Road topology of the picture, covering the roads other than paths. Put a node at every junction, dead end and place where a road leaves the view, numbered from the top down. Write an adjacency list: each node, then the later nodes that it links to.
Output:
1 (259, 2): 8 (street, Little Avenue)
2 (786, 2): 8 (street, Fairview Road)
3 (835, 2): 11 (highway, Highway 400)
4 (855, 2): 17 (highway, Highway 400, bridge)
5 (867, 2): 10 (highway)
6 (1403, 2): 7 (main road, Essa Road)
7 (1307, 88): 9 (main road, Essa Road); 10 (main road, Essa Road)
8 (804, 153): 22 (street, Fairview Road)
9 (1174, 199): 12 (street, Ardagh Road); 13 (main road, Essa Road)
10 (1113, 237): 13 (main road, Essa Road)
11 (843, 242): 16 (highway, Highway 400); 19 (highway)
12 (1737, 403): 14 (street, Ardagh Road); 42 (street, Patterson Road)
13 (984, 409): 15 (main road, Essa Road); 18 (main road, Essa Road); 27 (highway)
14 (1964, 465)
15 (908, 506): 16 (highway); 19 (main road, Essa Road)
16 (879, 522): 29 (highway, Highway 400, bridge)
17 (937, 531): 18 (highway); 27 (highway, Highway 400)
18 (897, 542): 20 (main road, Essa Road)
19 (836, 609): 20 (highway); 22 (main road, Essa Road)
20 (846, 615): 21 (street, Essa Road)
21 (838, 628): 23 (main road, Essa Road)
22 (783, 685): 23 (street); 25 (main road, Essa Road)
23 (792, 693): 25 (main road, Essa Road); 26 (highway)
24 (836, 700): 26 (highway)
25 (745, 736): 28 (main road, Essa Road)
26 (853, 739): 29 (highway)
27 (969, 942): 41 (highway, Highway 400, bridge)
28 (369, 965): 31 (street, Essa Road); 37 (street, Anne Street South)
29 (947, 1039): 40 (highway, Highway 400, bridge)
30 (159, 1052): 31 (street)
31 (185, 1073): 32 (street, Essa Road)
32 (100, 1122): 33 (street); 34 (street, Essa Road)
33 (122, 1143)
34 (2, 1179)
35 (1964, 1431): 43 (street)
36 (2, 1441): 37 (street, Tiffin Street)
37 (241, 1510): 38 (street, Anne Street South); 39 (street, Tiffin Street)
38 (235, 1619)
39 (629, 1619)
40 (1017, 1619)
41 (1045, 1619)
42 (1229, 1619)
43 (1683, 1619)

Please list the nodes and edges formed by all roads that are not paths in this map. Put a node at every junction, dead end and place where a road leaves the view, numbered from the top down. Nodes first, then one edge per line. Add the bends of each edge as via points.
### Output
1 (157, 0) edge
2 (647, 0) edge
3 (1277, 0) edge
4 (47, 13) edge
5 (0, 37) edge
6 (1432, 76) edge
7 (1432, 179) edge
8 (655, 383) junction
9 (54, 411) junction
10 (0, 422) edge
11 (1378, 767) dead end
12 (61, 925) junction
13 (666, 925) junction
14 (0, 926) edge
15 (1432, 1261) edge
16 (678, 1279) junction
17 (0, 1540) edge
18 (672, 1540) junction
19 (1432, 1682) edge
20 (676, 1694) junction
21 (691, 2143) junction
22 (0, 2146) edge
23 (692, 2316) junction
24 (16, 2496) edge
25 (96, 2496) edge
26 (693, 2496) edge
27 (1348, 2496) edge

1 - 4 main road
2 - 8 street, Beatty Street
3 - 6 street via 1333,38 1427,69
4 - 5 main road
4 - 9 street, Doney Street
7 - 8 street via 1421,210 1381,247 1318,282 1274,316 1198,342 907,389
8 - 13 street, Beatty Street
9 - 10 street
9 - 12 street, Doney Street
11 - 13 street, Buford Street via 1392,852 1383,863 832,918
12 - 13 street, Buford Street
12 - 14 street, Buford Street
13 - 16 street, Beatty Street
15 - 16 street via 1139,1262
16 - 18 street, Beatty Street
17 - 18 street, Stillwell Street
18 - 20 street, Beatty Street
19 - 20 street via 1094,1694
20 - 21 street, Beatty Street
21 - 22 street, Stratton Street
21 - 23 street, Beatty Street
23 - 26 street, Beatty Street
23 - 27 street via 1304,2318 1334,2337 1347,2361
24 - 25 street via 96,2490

□ □ □ □

Which of the lines above include the word "Buford"? List those lines.

11 - 13 street, Buford Street via 1392,852 1383,863 832,918
12 - 13 street, Buford Street
12 - 14 street, Buford Street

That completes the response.